46 I have the greatest sympathy for counsel, and all of the lawyers, for the inconvenience involved in the situation that arises because of the distance of the Parramatta complex from the Sydney Central Business District. Obviously enough, it affects myself and my staff, the Court Reporters and some of the Court Officers as well. On the other hand, the accuseds’ position at Silverwater places them in relatively close proximity to the Parramatta complex, which may be an advantage from the point of view of interviews and the like.

47 In an ideal world, a large-scale purpose-built Court complex close to the lawyers' rooms could perhaps be built on some extensive site in or near the Central Business District, if such a site could be located. But, in the real world, this complex at Parramatta is the best we can do in all the circumstances. It is, I should add, a very fine complex with many attractive and useful features. In my view, many of the problems that have been adverted to, such as the lack of accommodation in the courtroom, are capable of being addressed in the long run. As to the distance between Sydney and Parramatta, I am afraid that we will all have to put up with that inconvenience and do the best we can.
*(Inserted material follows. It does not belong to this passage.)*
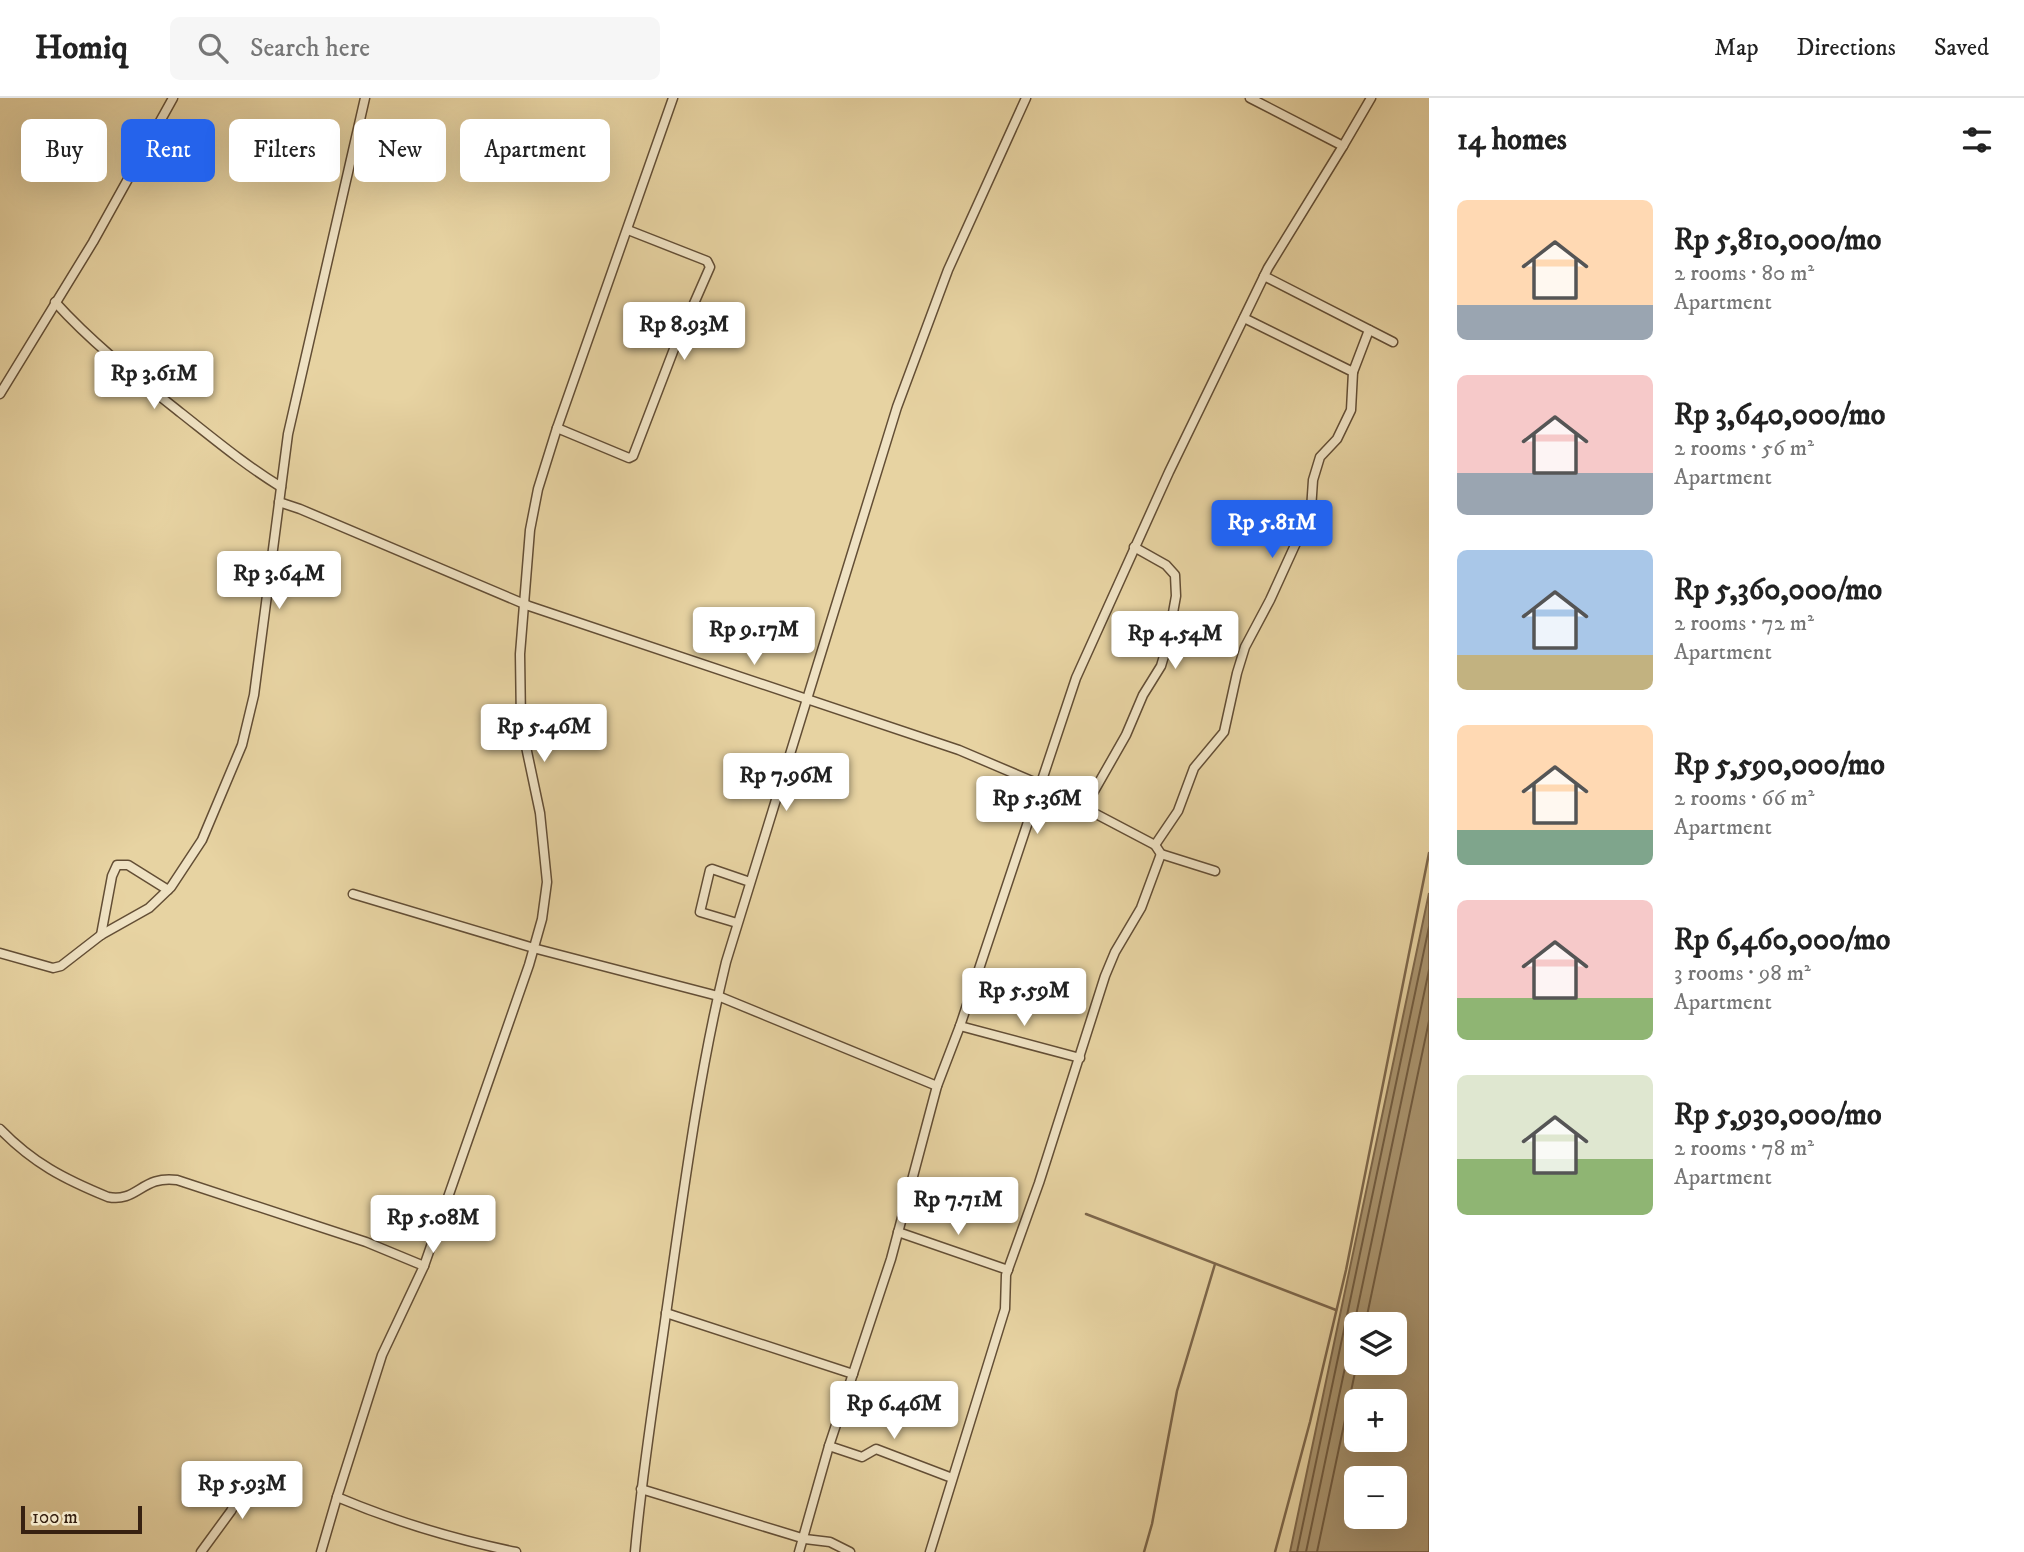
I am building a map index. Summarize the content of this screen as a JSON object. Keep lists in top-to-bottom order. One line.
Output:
{"scale_bar":"100 m","page":{"header":"Homiq","search":"Search here","nav":["Map","Directions","Saved"],"heading":"14 homes","chip":["Buy","Rent","Filters","New","Apartment"],"list":[{"name":"Rp 5,810,000/mo","note":"2 rooms · 80 m² · Apartment"},{"name":"Rp 3,640,000/mo","note":"2 rooms · 56 m² · Apartment"},{"name":"Rp 5,360,000/mo","note":"2 rooms · 72 m² · Apartment"},{"name":"Rp 5,590,000/mo","note":"2 rooms · 66 m² · Apartment"},{"name":"Rp 6,460,000/mo","note":"3 rooms · 98 m² · Apartment"},{"name":"Rp 5,930,000/mo","note":"2 rooms · 78 m² · Apartment"}],"price":["Rp 8.93M","Rp 3.61M","Rp 5.81M","Rp 3.64M","Rp 9.17M","Rp 4.54M","Rp 5.46M","Rp 7.96M","Rp 5.36M","Rp 5.59M","Rp 7.71M","Rp 5.08M","Rp 6.46M","Rp 5.93M"],"map_buttons":["+","−"],"scale":"100 m"}}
48 In all of the circumstances, I am not satisfied that there is any risk that a fair or unprejudiced trial cannot be had in relation to the present venue. Nor am I satisfied that any other reason has been established to make it expedient to change the venue. Of course, I accept that there will be issues from time to time regarding the Court complex, the facility generally, and I will endeavour to deal with those promptly and sympathetically as they arise.

49 The application for change of venue is refused.